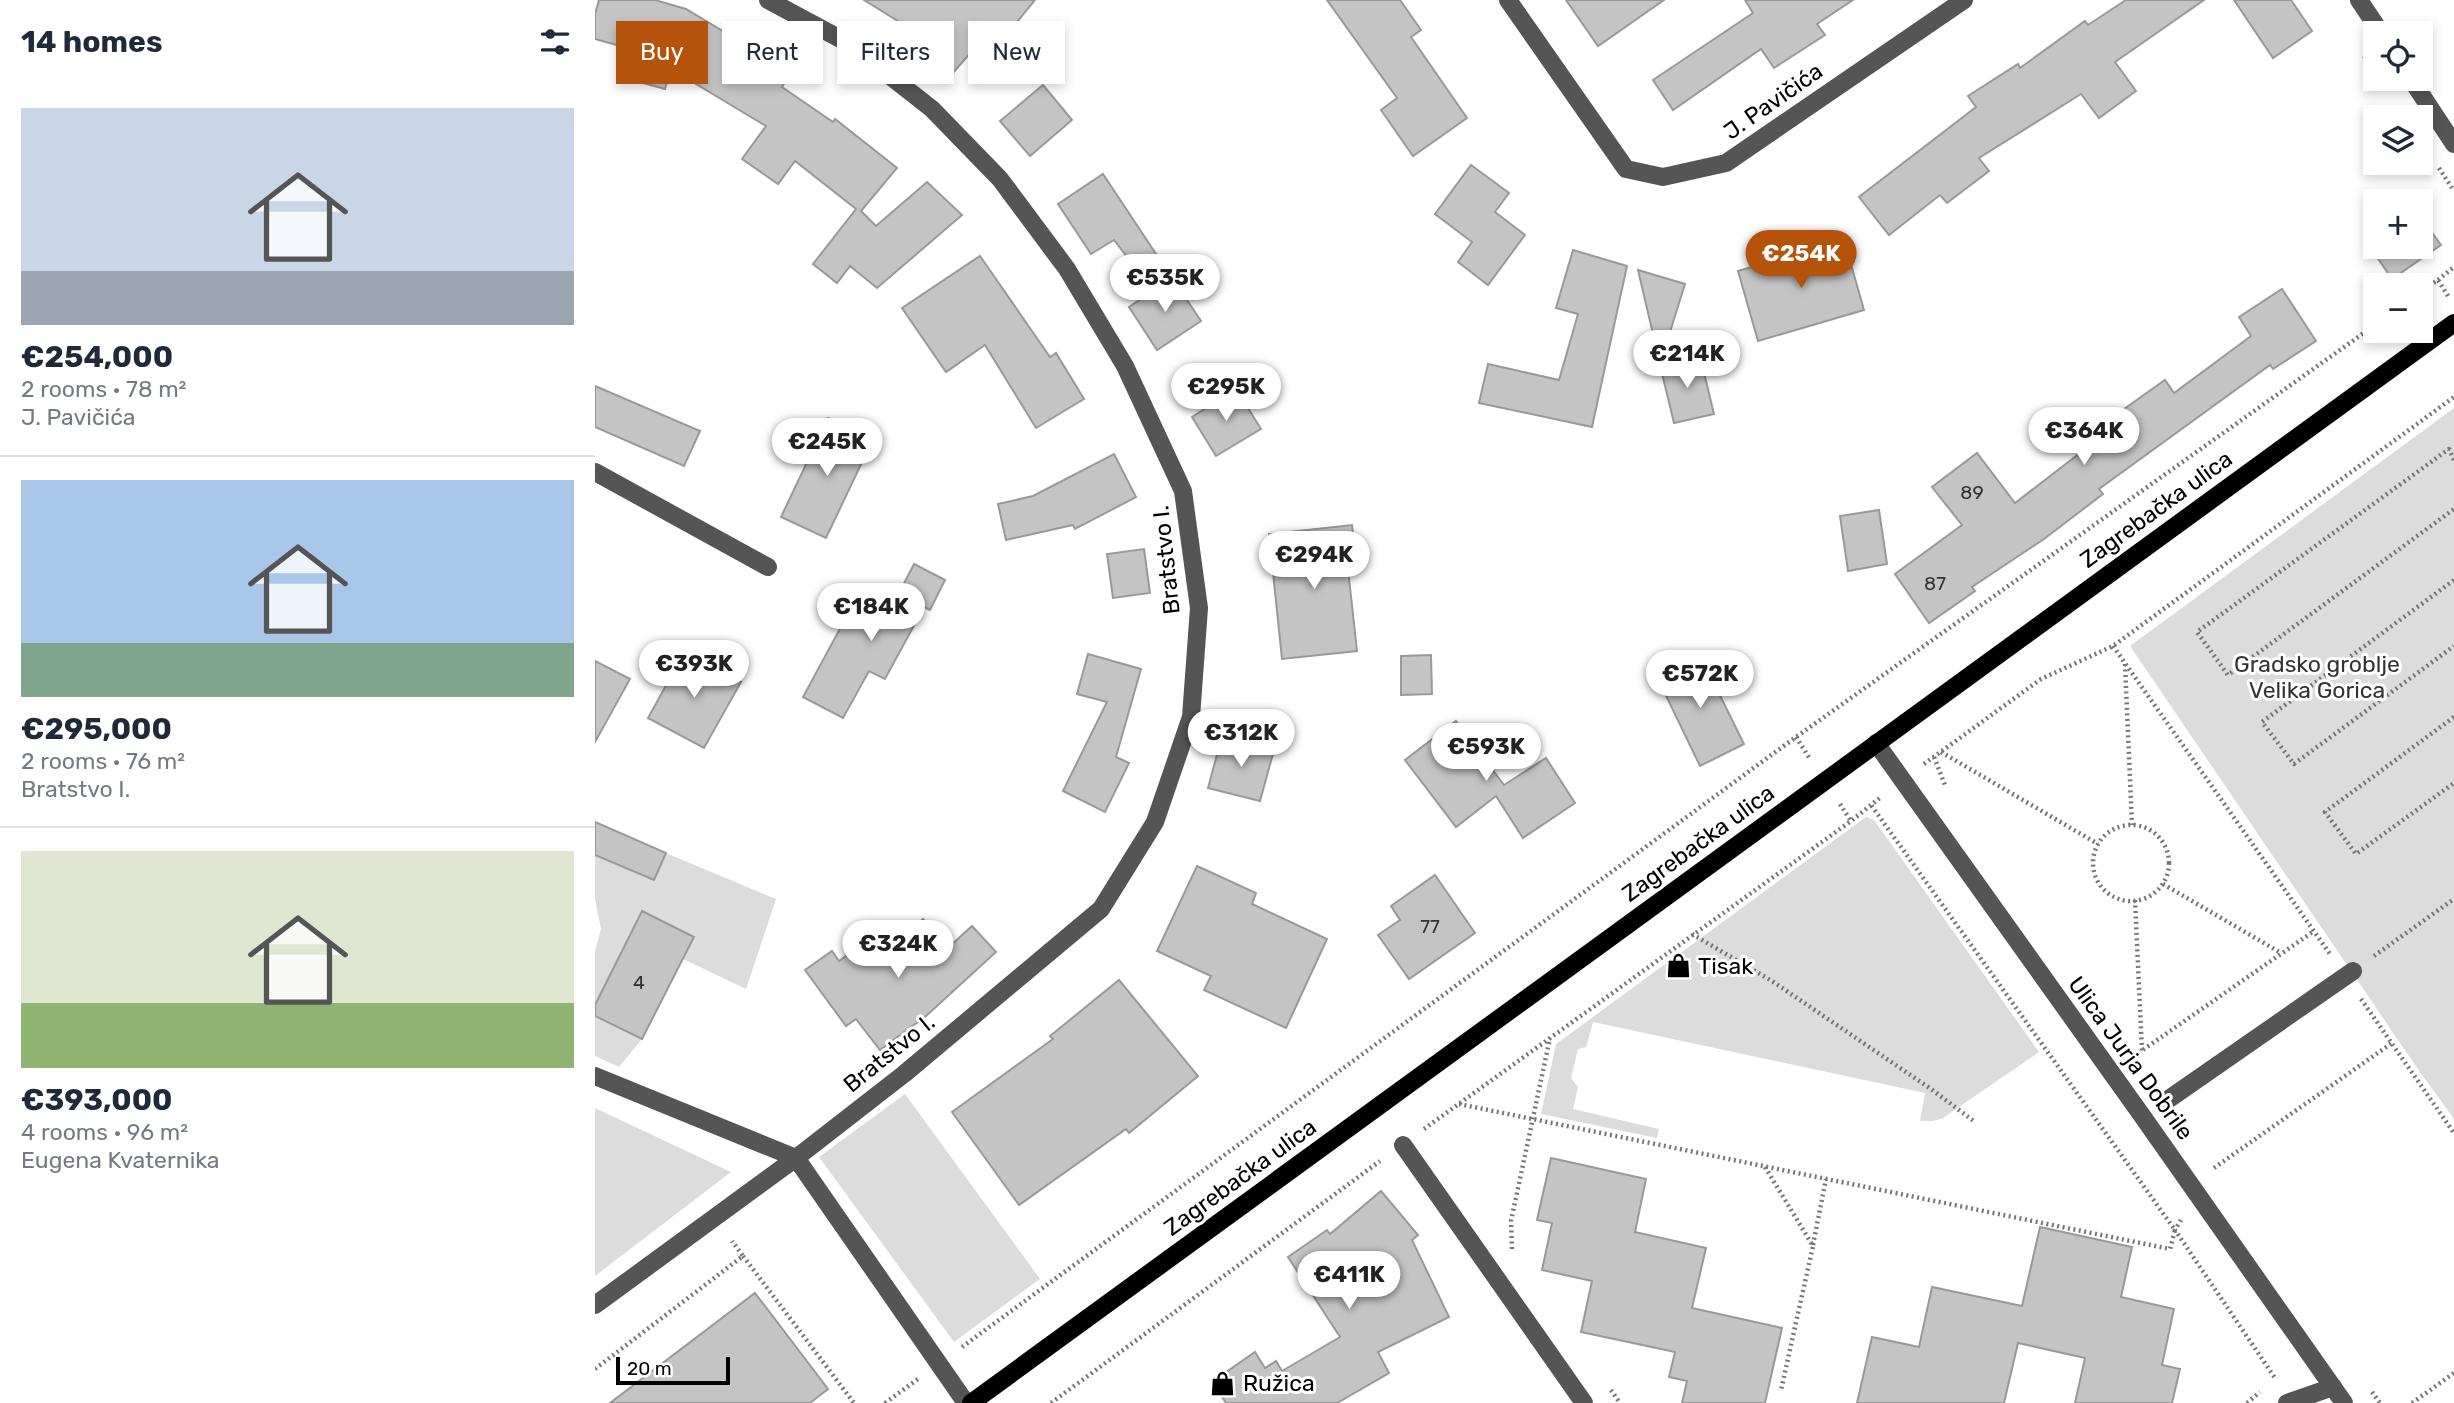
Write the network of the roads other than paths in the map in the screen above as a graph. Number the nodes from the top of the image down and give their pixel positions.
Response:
1 (768, 0) edge
2 (1508, 0) edge
3 (1963, 0) edge
4 (2359, 0) edge
5 (2373, 21) edge
6 (2419, 91) edge
7 (2454, 144) edge
8 (2454, 323) edge
9 (595, 472) edge
10 (768, 567) dead end
11 (1876, 743) junction
12 (2349, 974) road end
13 (595, 1076) edge
14 (2166, 1101) dead end
15 (1403, 1145) road end
16 (796, 1158) junction
17 (595, 1305) edge
18 (2333, 1387) junction
19 (2290, 1402) edge
20 (969, 1403) edge
21 (1584, 1403) edge
22 (2344, 1403) edge

1 - 16 street, Bratstvo I.
2 - 3 street, J. Pavičića
4 - 5 street
6 - 7 street
8 - 11 main road, Zagrebačka ulica
9 - 10 street
11 - 18 street, Ulica Jurja Dobrile
11 - 20 main road, Zagrebačka ulica
12 - 14 street
13 - 16 street
15 - 21 street
16 - 17 street, Bratstvo I.
16 - 20 street
18 - 19 street
18 - 22 street, Ulica Jurja Dobrile

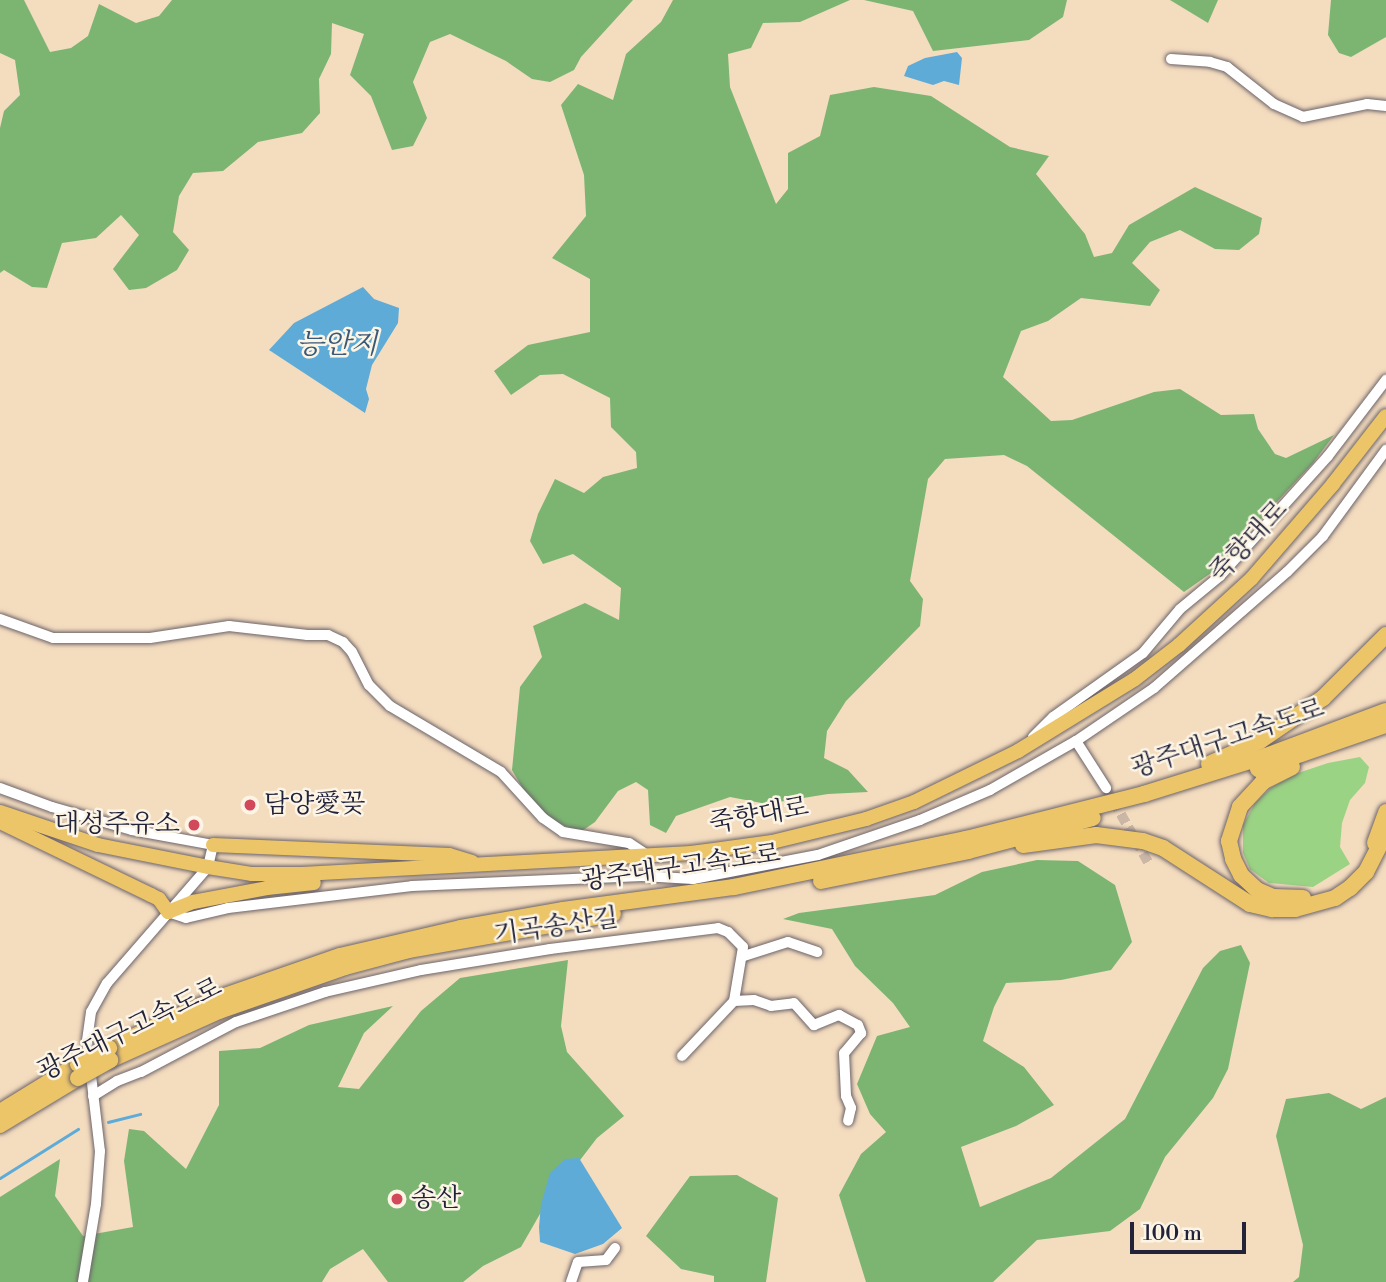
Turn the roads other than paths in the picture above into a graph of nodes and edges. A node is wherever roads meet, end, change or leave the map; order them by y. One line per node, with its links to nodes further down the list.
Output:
1 (1171, 59): 2 (street)
2 (1386, 106)
3 (1386, 380): 12 (street)
4 (1386, 416): 12 (main road, 죽향대로)
5 (1386, 450): 10 (street)
6 (0, 619): 22 (street)
7 (1386, 635): 15 (highway)
8 (1386, 711): 15 (highway, 광주대구고속도로)
9 (1386, 725): 11 (highway, 광주대구고속도로)
10 (1076, 741): 14 (street); 26 (street)
11 (1344, 741): 17 (highway); 21 (highway, 광주대구고속도로)
12 (1018, 751): 22 (main road, 죽향대로)
13 (0, 788): 20 (street)
14 (1106, 788)
15 (1144, 793): 30 (highway, 광주대구고속도로)
16 (0, 812): 24 (main road, 죽향대로)
17 (1386, 812)
18 (0, 822): 26 (main road)
19 (1386, 833): 21 (highway)
20 (213, 845): 23 (main road); 24 (street)
21 (968, 851): 30 (highway, 광주대구고속도로)
22 (649, 856): 23 (main road, 죽향대로)
23 (484, 865): 25 (main road, 죽향대로)
24 (208, 867): 25 (main road, 죽향대로); 26 (street)
25 (418, 869): 26 (main road)
26 (168, 912): 33 (street)
27 (817, 952): 28 (street)
28 (744, 956): 29 (street); 33 (street, 기곡송산길)
29 (734, 1001): 31 (street); 35 (street)
30 (109, 1054): 32 (highway, 광주대구고속도로, bridge)
31 (682, 1056)
32 (78, 1071): 34 (highway, 광주대구고속도로); 36 (highway, 광주대구고속도로)
33 (93, 1096): 38 (street)
34 (0, 1112)
35 (848, 1121)
36 (0, 1125)
37 (615, 1248): 39 (street)
38 (83, 1282)
39 (571, 1282)

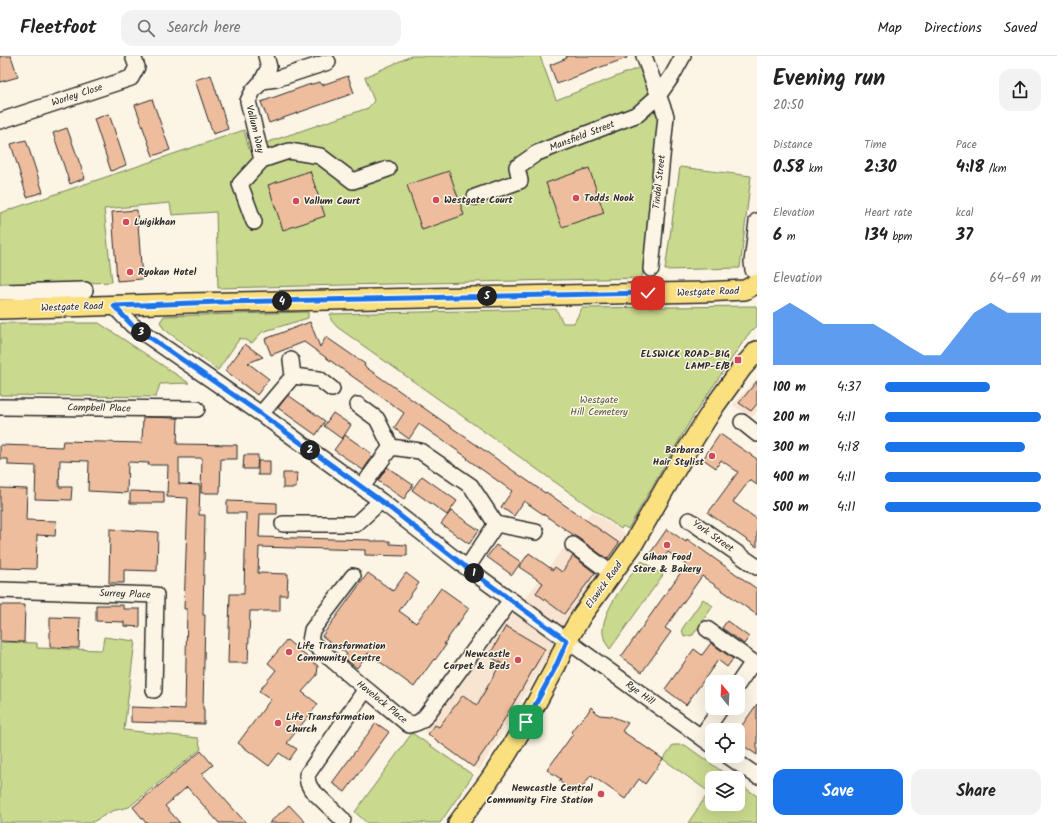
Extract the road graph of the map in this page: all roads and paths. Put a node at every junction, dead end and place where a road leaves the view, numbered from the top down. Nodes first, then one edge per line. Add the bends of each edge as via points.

##########

# [Your task]
Copy out every line of the listing where the word "above" occurs.

# [Exercise answer]
Write the network of the roads other than paths in the map in the screen above as a graph. Number the nodes from the top of the image down and give their pixel positions.
Turn the roads other than paths in the picture above into a graph of nodes and edges. A node is wherever roads meet, end, change or leave the map; order them by y. One line per node, with its links to nodes further down the list.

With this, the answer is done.